The Saint John Regional Hospital is seeking ways to reduce the high number of patients who leave the emergency room without being seen by a physician.

Roughly eight per cent of people who walk into the Saint John hospital's emergency room leave before they are treated, which is almost double the Canadian average.

'We in Saint John actually have one of the highest walkout rates in the country …so there's something going on and we need to look at that.'— Dr. Paul Atkinson

Dr. Paul Atkinson, the hospital's new director of emergency medicine research, said he suspects people are leaving because they are waiting too long to be seen by a doctor.

So Atkinson said the hospital wants to find ways to keep people from leaving the hospital before they are treated.

"What interventions can we make here in emergency care that will mean patients' total time in the emergency department is reduced without affecting the quality of their care: is there something simple we can do to speed up their care?" Atkinson said.

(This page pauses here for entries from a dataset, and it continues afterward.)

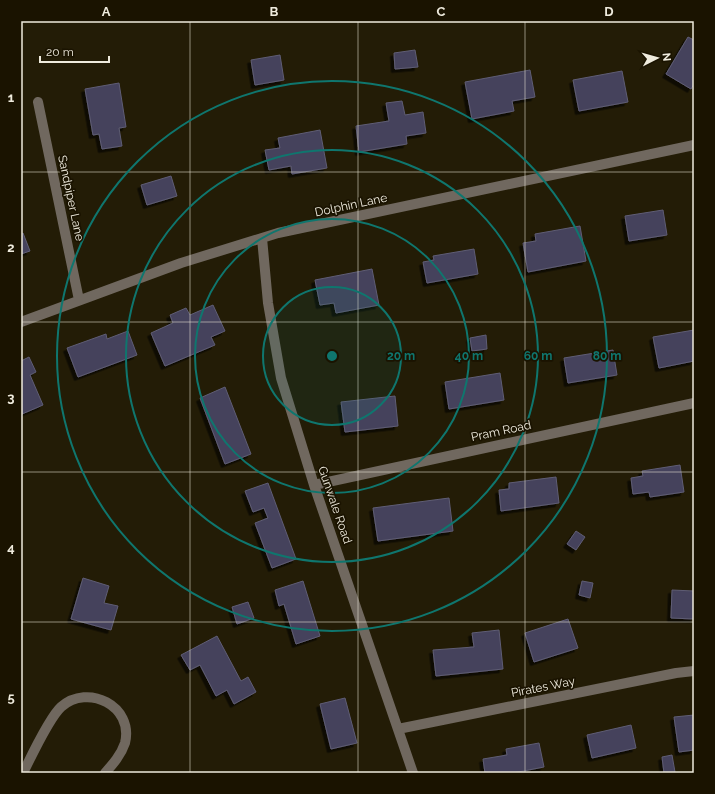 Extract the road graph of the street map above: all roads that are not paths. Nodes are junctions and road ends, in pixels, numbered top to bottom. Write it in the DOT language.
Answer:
graph roads {
  1 [pos="38,102"];
  2 [pos="694,146"];
  3 [pos="262,238"];
  4 [pos="79,300"];
  5 [pos="21,322"];
  6 [pos="694,404"];
  7 [pos="314,485"];
  8 [pos="694,671"];
  9 [pos="398,729"];
  10 [pos="23,773"];
  11 [pos="105,773"];
  12 [pos="413,773"];
  1 -- 4 [label="street, Sandpiper Lane"];
  2 -- 3 [label="street, Dolphin Lane"];
  3 -- 4 [label="street, Dolphin Lane"];
  3 -- 7 [label="street, Gunwale Road"];
  4 -- 5 [label="street, Dolphin Lane"];
  6 -- 7 [label="street, Pram Road"];
  7 -- 9 [label="street, Gunwale Road"];
  8 -- 9 [label="street, Pirates Way"];
  9 -- 12 [label="street, Gunwale Road"];
  10 -- 11 [label="street"];
}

Atkinson doesn't have statistics on current wait times because they're collected manually and take too long to compile.

But he said, historically, the emergency room hasn't been meeting national guidelines.

Patient survey

Atkinson said he suspects most patients who walk out have minor problems that can be dealt with somewhere else, such as an after-hours clinic.

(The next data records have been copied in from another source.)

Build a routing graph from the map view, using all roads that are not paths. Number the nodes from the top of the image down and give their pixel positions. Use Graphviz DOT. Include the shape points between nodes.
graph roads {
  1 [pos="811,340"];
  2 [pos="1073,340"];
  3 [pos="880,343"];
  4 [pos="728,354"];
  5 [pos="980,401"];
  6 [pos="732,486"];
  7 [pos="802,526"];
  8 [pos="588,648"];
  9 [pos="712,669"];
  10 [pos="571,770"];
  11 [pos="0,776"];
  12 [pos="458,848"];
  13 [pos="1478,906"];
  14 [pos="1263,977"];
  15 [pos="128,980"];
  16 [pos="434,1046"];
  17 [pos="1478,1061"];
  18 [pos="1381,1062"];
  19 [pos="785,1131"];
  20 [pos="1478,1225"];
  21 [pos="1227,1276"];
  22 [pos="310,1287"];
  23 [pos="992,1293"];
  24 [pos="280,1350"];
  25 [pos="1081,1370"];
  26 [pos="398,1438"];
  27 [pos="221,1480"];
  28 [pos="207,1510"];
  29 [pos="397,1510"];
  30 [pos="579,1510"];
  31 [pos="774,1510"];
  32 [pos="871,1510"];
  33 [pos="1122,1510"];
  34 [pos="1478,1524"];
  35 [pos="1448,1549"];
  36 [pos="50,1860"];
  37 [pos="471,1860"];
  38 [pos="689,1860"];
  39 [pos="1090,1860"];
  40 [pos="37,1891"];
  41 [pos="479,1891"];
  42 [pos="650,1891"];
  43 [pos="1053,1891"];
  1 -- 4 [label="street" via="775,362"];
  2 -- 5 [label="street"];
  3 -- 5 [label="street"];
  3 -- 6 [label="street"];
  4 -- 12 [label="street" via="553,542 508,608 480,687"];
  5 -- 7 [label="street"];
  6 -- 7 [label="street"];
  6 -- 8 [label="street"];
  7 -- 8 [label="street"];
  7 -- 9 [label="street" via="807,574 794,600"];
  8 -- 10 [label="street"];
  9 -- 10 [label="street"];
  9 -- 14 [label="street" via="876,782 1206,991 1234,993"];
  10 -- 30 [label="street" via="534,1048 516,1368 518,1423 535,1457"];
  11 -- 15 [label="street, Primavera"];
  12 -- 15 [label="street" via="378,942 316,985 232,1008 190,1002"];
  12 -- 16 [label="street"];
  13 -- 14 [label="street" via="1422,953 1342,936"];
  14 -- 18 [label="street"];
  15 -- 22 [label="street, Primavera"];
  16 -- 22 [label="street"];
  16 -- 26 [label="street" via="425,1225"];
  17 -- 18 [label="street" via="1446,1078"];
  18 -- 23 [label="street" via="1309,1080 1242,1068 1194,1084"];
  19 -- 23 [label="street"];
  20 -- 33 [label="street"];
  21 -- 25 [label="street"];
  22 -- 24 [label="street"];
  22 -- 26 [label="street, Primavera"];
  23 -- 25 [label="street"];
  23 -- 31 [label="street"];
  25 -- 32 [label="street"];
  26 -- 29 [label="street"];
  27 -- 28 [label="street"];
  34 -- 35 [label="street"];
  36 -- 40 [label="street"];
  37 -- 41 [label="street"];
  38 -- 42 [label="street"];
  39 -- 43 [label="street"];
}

The hospital plans to survey people who leave the E-R.

Also, a study is planned to see whether sending patients for tests while they're waiting to see a doctor shortens their total wait times. The hospital official is working on new protocols for what types of tests should be ordered, based on certain symptoms. Atkinson said he hopes to have some results in about six months.

Meanwhile, the hospital is developing a new information system to track wait times, which should be ready when the new emergency department opens this winter.

Studying the reasons behind the high walk-out rates is just another item on Atkinson's growing research list. Atkinson was recently hired as the director of emergency medicine research.

His arrival comes only a few years after the hospital's ER doctors had threatened to resign due to understaffing and overcrowding.

The New Brunswick government handed out a $19-million contract in September 2009 to expand the hospital's emergency department. The construction should be completed later this year.